Apesar da boa vontade demonstrada por Barbosa, apenas um dos pedidos para aliviar o caixa dos estados foi atendido: a publicação nos primeiros 15 dias de janeiro do novo indexador das dívidas dos estados e municípios com a União.

MINISTRO TRATA DA CPMF Antes do encontro com Barbosa, os governadores discutiram uma pauta comum para recuperar a economia dos estados. Além da rediscussão da dívida, e das medidas relativas à saúde, foi pedida a retomada das operações de crédito para recuperar a capacidade de investimentos; a utilização dos recursos de compensação previdenciária a que os estados têm direito para abater a dívida com a União; a criação do fundo federal garantidor para promover parcerias público-privadas nos estados: o alongamento dos prazos para o pagamento dos precatórios e a aprovação da PEC que permite utilizar 40% dos recursos de depósitos judiciais em que o estado não é parte para o pagamento de precatório.

— Houve pelo menos uma proatividade muito grande do ministro. Ele colocou prazos, o que facilita muito a gente se preparar para 2016. Nos primeiros 15 dias de janeiro o governo vai fazer a publicação do indexador da dívida, que vai facilitar ver o que melhora na nossa receita corrente líquida. O estoque (da dívida) que a gente tem vai cair e isso abre capacidade de endividamento dos estados — disse Pezão.

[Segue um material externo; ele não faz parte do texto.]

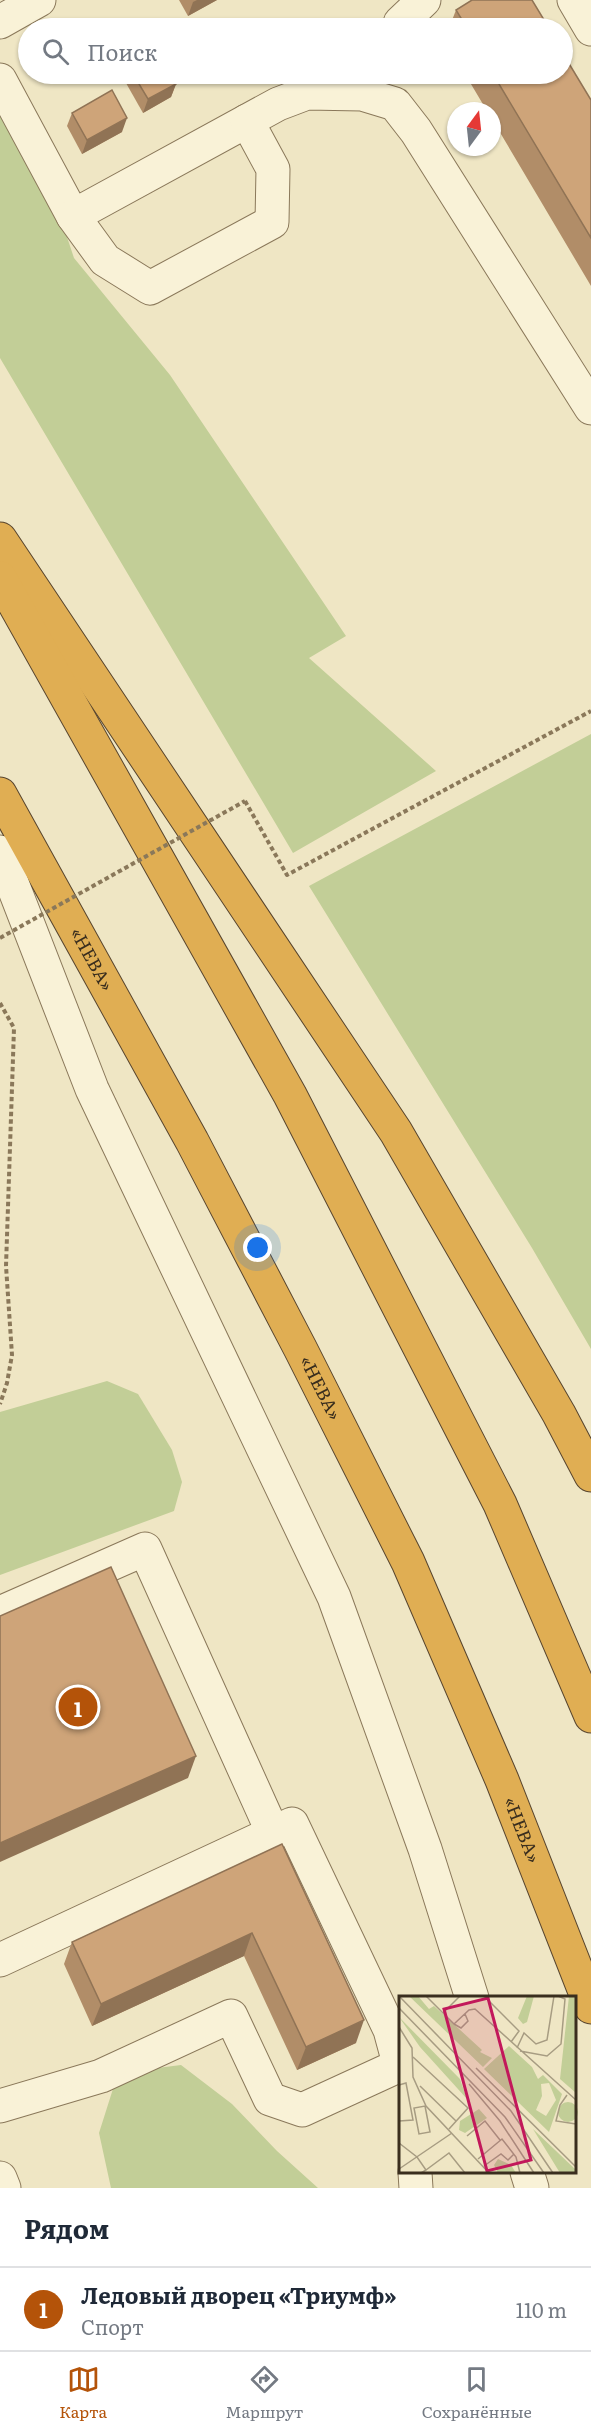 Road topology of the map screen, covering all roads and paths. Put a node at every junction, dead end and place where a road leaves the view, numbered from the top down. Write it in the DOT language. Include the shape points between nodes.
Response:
graph roads {
  1 [pos="39,0"];
  2 [pos="424,0"];
  3 [pos="574,0"];
  4 [pos="405,18"];
  5 [pos="0,22"];
  6 [pos="591,29"];
  7 [pos="0,80"];
  8 [pos="394,89"];
  9 [pos="247,121"];
  10 [pos="73,216"];
  11 [pos="591,408"];
  12 [pos="0,539"];
  13 [pos="0,578"];
  14 [pos="591,711"];
  15 [pos="0,794"];
  16 [pos="0,852"];
  17 [pos="0,938"];
  18 [pos="0,1004"];
  19 [pos="0,1404"];
  20 [pos="591,1475"];
  21 [pos="0,1614"];
  22 [pos="591,1716"];
  23 [pos="273,1833"];
  24 [pos="0,1960"];
  25 [pos="471,1996"];
  26 [pos="591,2007"];
  27 [pos="399,2062"];
  28 [pos="399,2066"];
  29 [pos="0,2106"];
  30 [pos="415,2173"];
  31 [pos="527,2173"];
  32 [pos="0,2178"];
  33 [pos="4,2188"];
  34 [pos="416,2188"];
  35 [pos="532,2188"];
  1 -- 5 [label="street"];
  2 -- 4 [label="street"];
  3 -- 6 [label="street"];
  7 -- 10 [label="street"];
  8 -- 9 [label="street" via="362,94 307,93"];
  8 -- 11 [label="street" via="416,132"];
  9 -- 10 [label="street"];
  9 -- 10 [label="street" via="273,170 272,222 150,288 105,260"];
  12 -- 20 [label="highway" via="396,1132"];
  13 -- 22 [label="highway" via="295,1105 500,1504"];
  14 -- 17 [label="path, bridge" via="287,875 245,801"];
  15 -- 26 [label="highway, «НЕВА»" via="192,1141 408,1562 501,1780"];
  16 -- 25 [label="street" via="92,1089 334,1597 425,1849"];
  18 -- 19 [label="path" via="14,1028 6,1266 12,1355"];
  21 -- 23 [label="street" via="145,1549"];
  23 -- 24 [label="street"];
  23 -- 27 [label="street" via="292,1824 390,2030"];
  28 -- 29 [label="street" via="302,2110 270,2099 231,2016 101,2076"];
  30 -- 34 [label="street"];
  31 -- 35 [label="street"];
  32 -- 33 [label="street"];
}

Aprovada em 2014, a mudança do indexador ainda carece de regulamentação. No início do ano, os prefeitos do Rio, Eduardo Paes (PMDB), e de São Paulo, Fernando Haddad (PT), foram à Justiça para exigir a aplicação imediata do novo cálculo. O então ministro da Fazenda Joaquim Levy negociou e em julho deste ano uma nova lei deu prazo até 31 de janeiro de 2016 para que o novo indexador entre em vigor, com correção retroativa das dívidas contraídas antes de 1º de janeiro de 2013.

Segundo governadores ouvidos pelo GLOBO, o assunto “impeachment” não foi tratado no encontro. Nos preparativos para o evento, o governador do Distrito federal, Rodrigo Rollemberg (PSB) garantiu que o encontro não ocorreria para prestar apoio a ninguém, mas sim para construir uma agenda de “bom senso” para a superação da crise. A ideia é manter um fórum permanente, com o próximo encontro já marcado para 1º de fevereiro.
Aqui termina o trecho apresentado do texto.